§ TASK DESCRIPTION:
Every line below between the line holding "index mcp: (256, 263)" and the line holding "ring tip: (256, 165)", inclusive, should be repeated exactly, and all other lines omitted.

Items from a data source:
================================
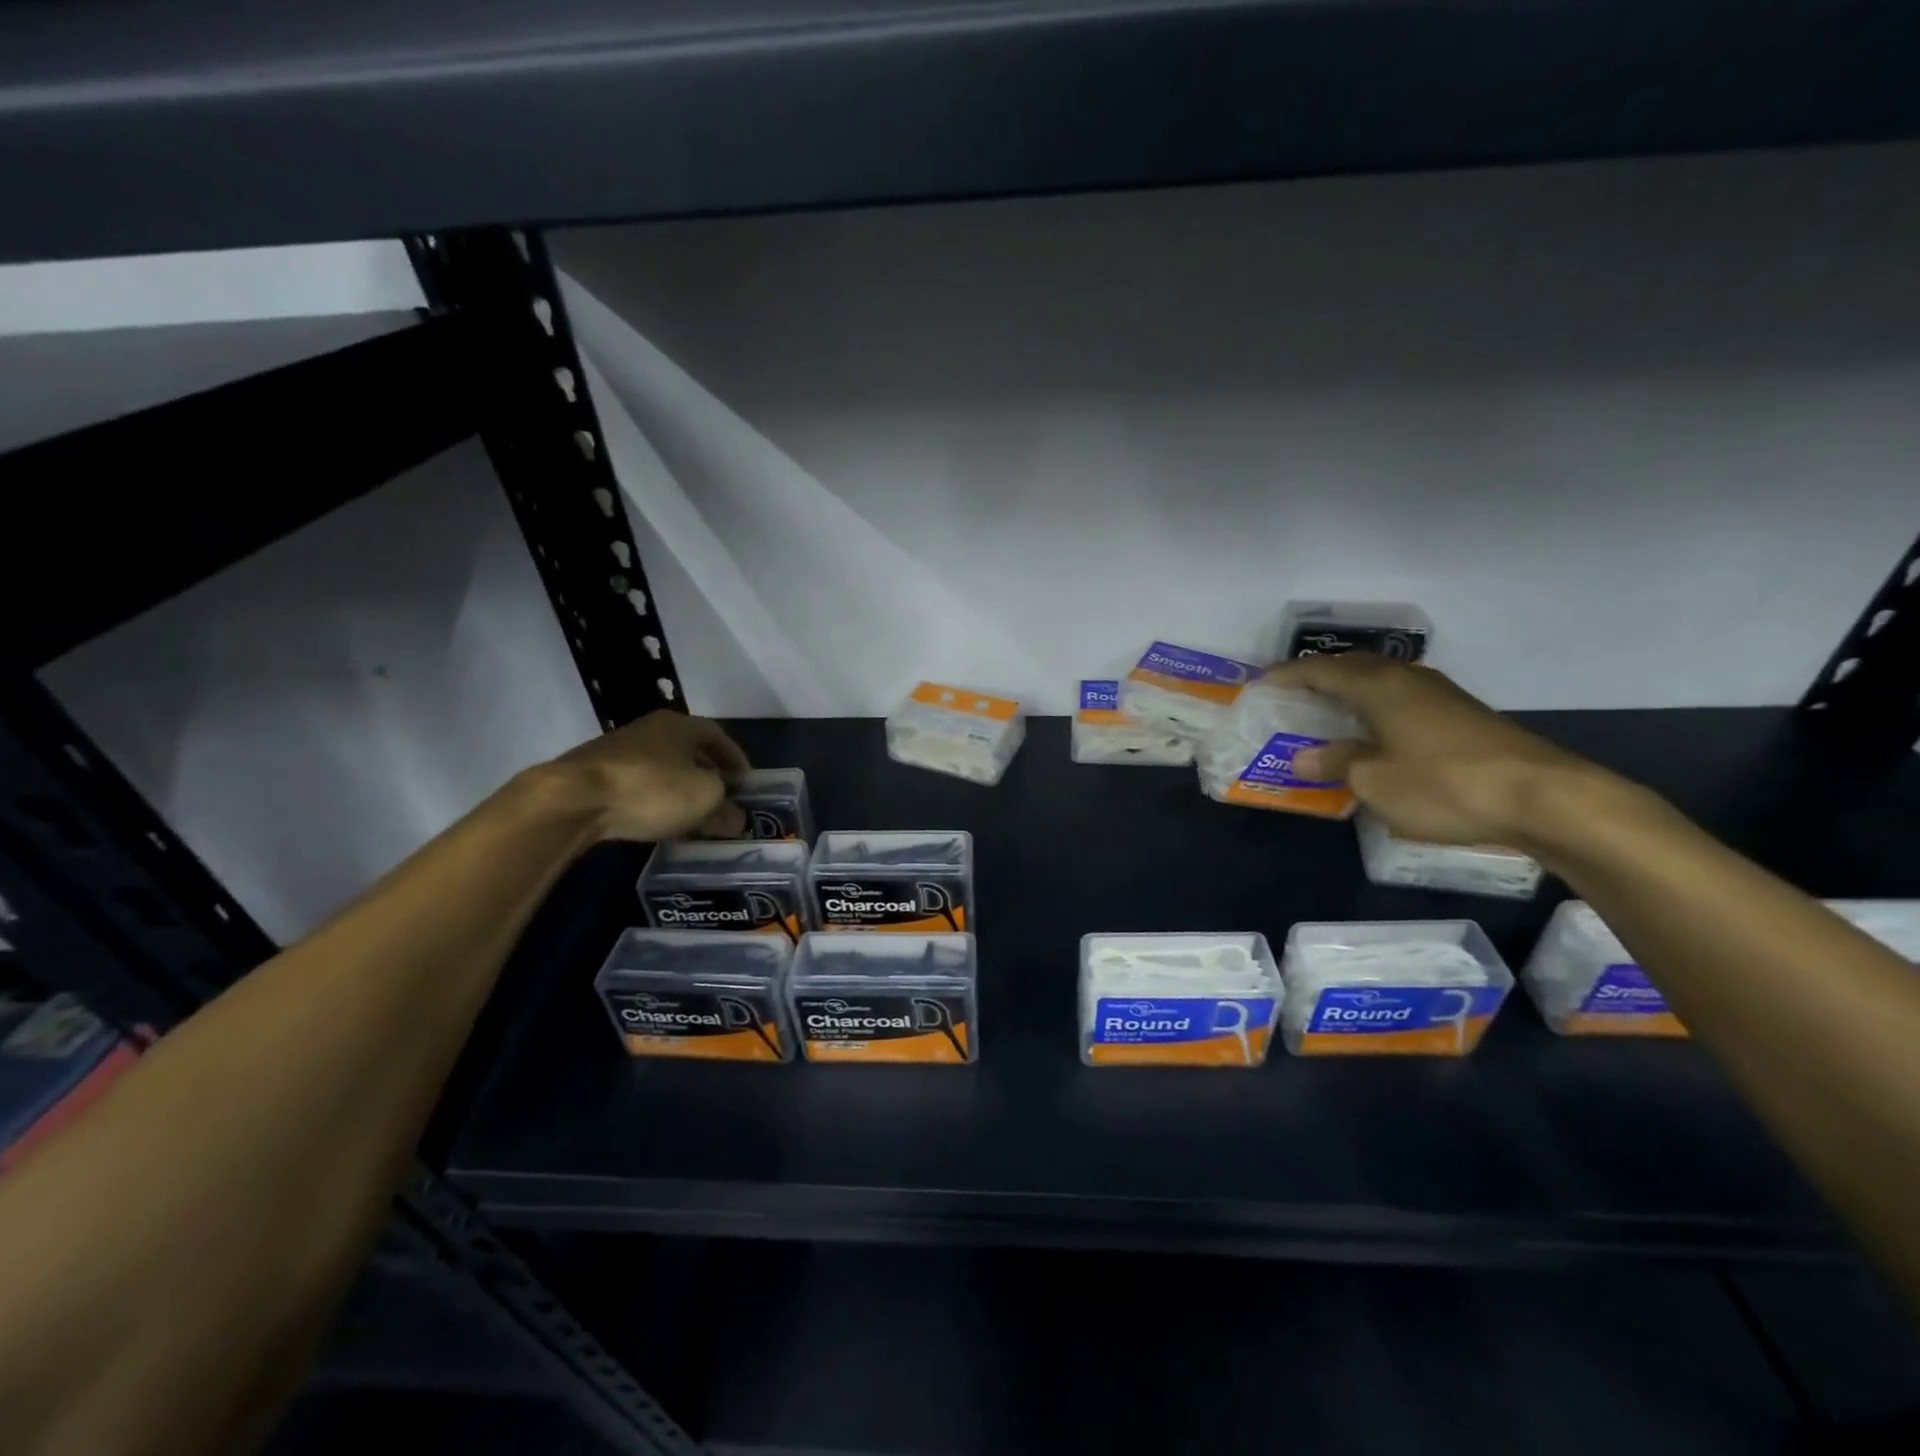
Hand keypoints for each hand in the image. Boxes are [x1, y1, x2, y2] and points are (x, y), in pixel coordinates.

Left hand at [538, 710, 750, 842]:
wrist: (572, 799)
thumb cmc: (651, 789)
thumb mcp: (704, 801)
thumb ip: (726, 810)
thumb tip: (737, 820)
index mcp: (680, 725)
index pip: (718, 735)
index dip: (736, 759)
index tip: (746, 783)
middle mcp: (649, 729)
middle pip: (689, 751)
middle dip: (708, 775)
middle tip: (722, 800)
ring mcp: (618, 750)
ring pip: (662, 768)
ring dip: (679, 789)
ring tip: (691, 816)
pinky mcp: (594, 774)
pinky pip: (637, 785)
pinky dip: (653, 800)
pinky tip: (656, 821)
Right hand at [1263, 655, 1611, 850]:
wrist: (1542, 797)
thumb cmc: (1443, 783)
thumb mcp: (1373, 780)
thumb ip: (1333, 763)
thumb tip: (1302, 758)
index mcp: (1377, 685)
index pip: (1318, 670)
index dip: (1285, 677)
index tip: (1258, 687)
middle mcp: (1405, 679)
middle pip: (1349, 669)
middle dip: (1314, 681)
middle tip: (1287, 700)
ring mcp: (1437, 695)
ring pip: (1377, 684)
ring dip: (1346, 696)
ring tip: (1322, 716)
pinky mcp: (1458, 716)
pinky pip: (1398, 702)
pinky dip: (1372, 711)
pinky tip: (1370, 735)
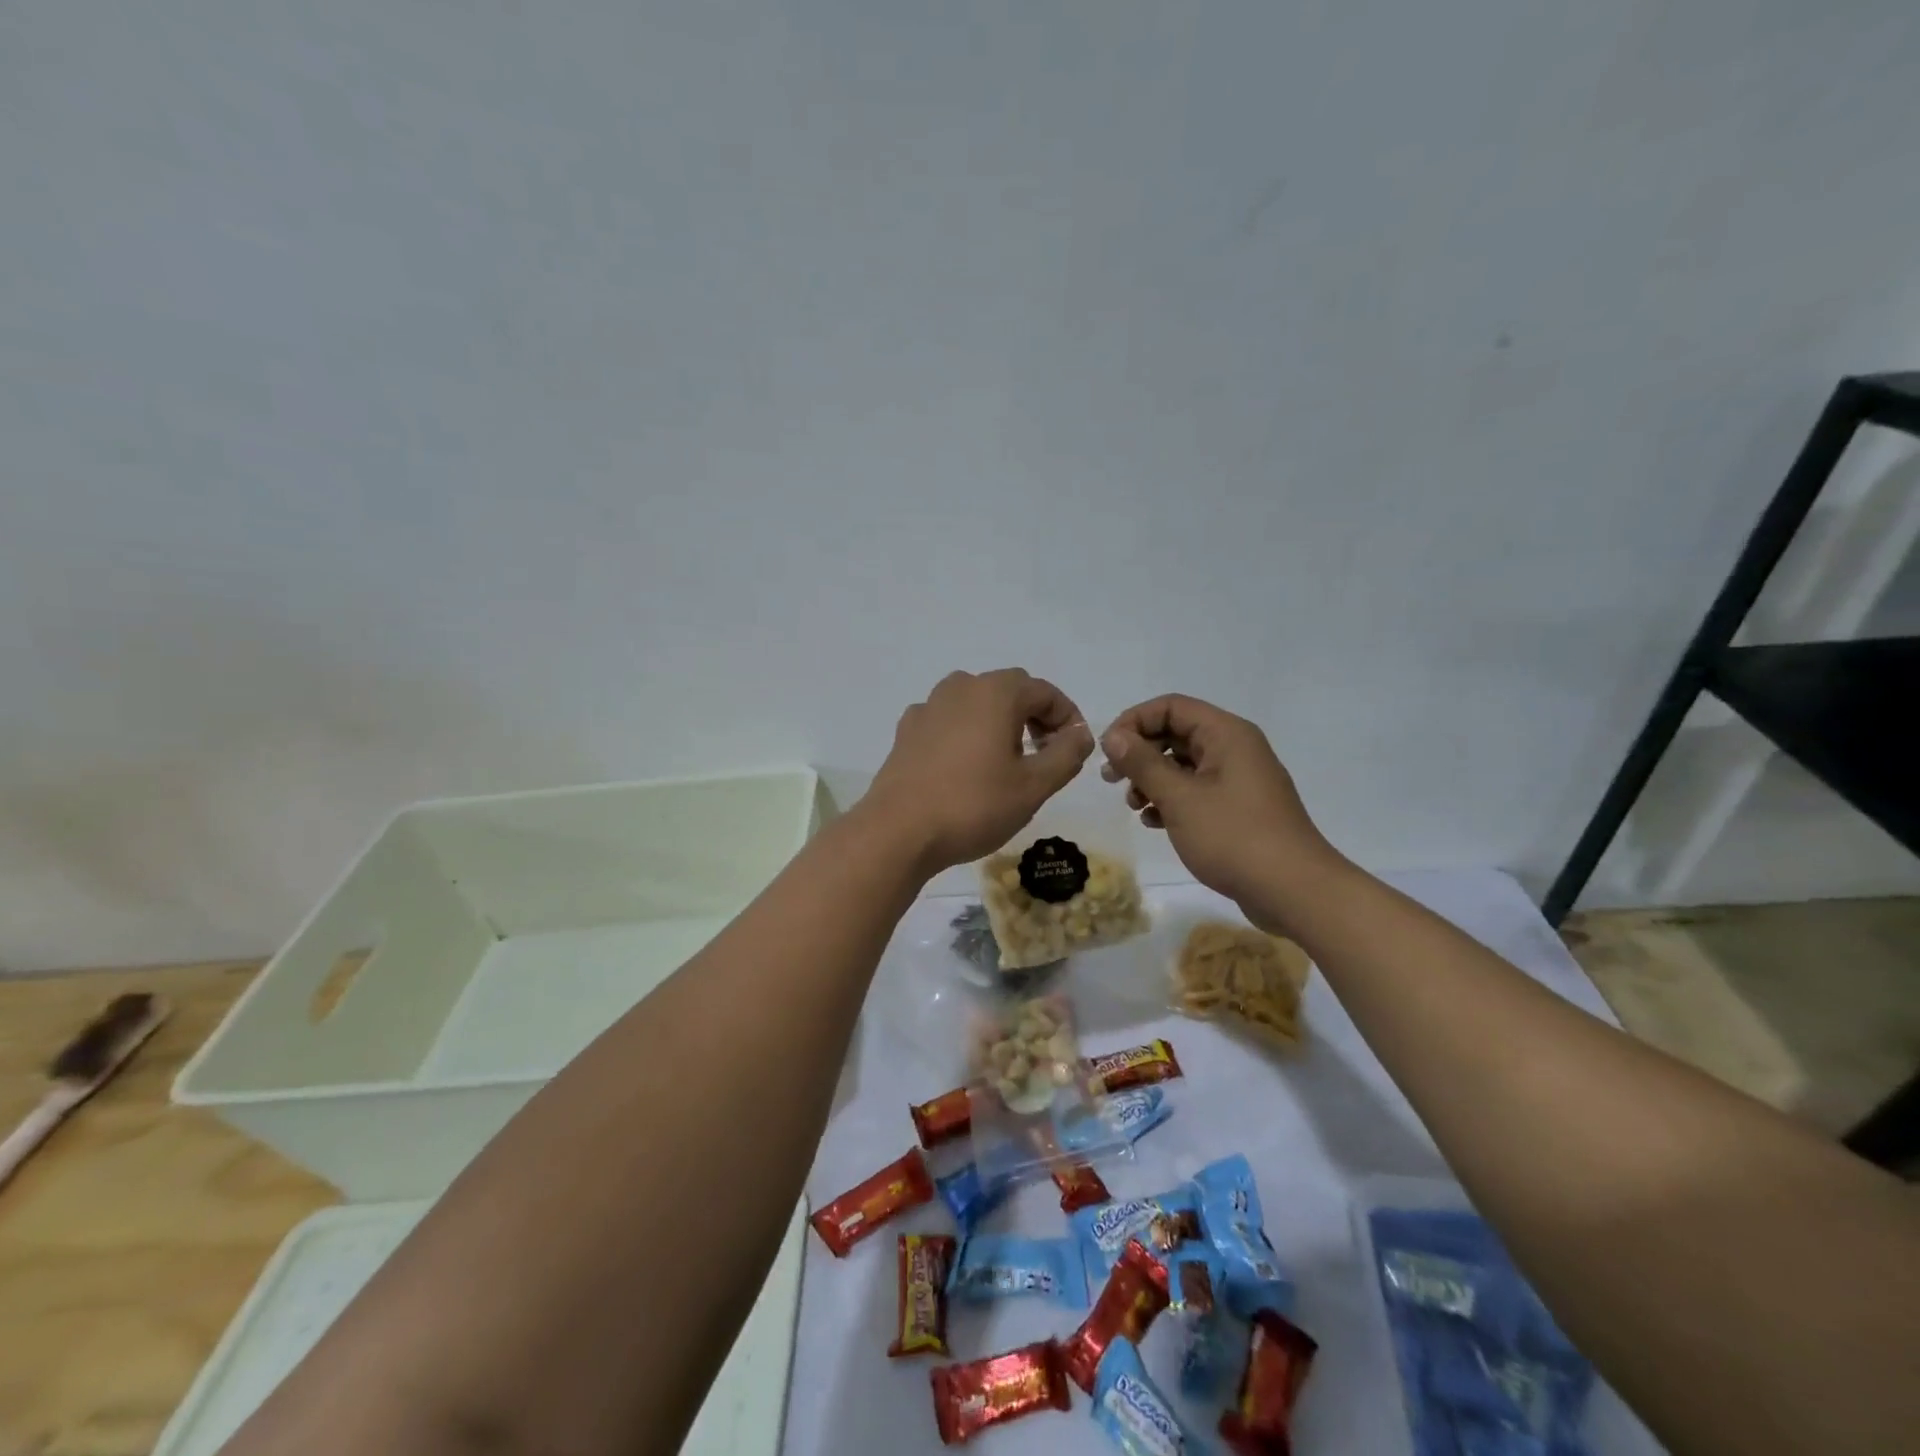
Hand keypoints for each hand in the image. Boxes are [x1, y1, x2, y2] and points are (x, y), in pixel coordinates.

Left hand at [867, 669, 1094, 873]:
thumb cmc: (974, 806)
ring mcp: (929, 707)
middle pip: (1010, 691)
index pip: (1045, 692)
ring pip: (976, 704)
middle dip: (1034, 717)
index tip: (1075, 750)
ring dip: (999, 723)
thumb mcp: (1033, 786)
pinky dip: (966, 734)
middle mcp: (960, 687)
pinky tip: (966, 768)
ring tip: (1007, 762)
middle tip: (1046, 756)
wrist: (898, 831)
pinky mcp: (907, 730)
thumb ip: (1066, 755)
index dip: (1067, 718)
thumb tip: (1081, 734)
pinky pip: (948, 721)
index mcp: (995, 693)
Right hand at [1100, 694, 1337, 928]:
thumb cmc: (1234, 837)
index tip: (1108, 750)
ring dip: (1152, 780)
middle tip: (1111, 780)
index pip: (1171, 707)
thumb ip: (1142, 763)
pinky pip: (1197, 790)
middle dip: (1140, 753)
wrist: (1294, 891)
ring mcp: (1239, 779)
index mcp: (1226, 734)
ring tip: (1134, 806)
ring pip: (1183, 765)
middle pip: (1176, 733)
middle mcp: (1235, 748)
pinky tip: (1154, 822)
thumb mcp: (1179, 798)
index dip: (1134, 721)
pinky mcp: (1239, 808)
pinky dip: (1171, 800)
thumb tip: (1113, 736)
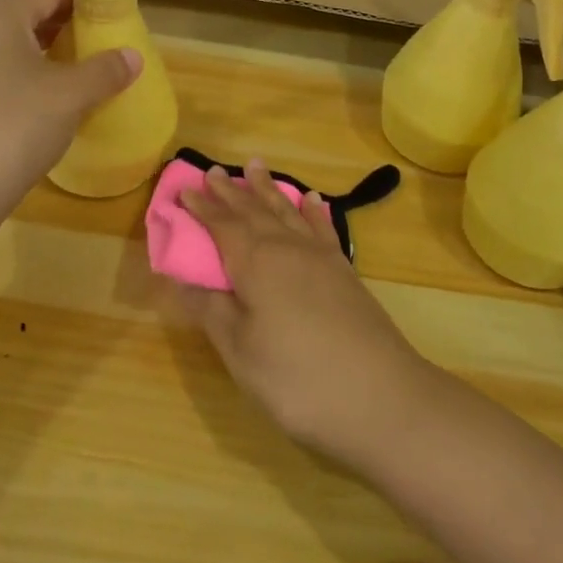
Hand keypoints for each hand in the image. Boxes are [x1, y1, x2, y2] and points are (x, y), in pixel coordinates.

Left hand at [0, 0, 140, 211]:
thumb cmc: (14, 128)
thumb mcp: (70, 96)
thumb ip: (105, 70)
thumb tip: (132, 57)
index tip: (110, 6)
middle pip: (22, 12)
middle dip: (60, 21)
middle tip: (96, 37)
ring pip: (3, 42)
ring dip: (38, 48)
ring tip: (72, 68)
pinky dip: (17, 72)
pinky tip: (37, 100)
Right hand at [176, 160, 435, 464]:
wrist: (382, 397)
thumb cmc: (298, 379)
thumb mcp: (241, 352)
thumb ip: (211, 310)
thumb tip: (180, 278)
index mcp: (256, 263)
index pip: (222, 226)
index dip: (202, 209)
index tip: (183, 190)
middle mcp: (288, 248)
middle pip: (254, 211)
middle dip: (231, 191)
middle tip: (213, 170)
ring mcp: (321, 258)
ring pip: (287, 211)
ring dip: (268, 189)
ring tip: (256, 165)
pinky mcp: (345, 272)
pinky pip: (323, 228)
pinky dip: (313, 211)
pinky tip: (311, 199)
================================
§ EXPECTED ANSWER:
index mcp: (256, 263)
index pip: (222, 226)
index dip: (202, 209)
index tip: (183, 190)
middle mcp: (288, 248)
middle pip: (254, 211)
middle dip: (231, 191)
middle tip: (213, 170)
ring mcp: (321, 258)
ring pip: (287, 211)
ring dip: (268, 189)
ring tip: (256, 165)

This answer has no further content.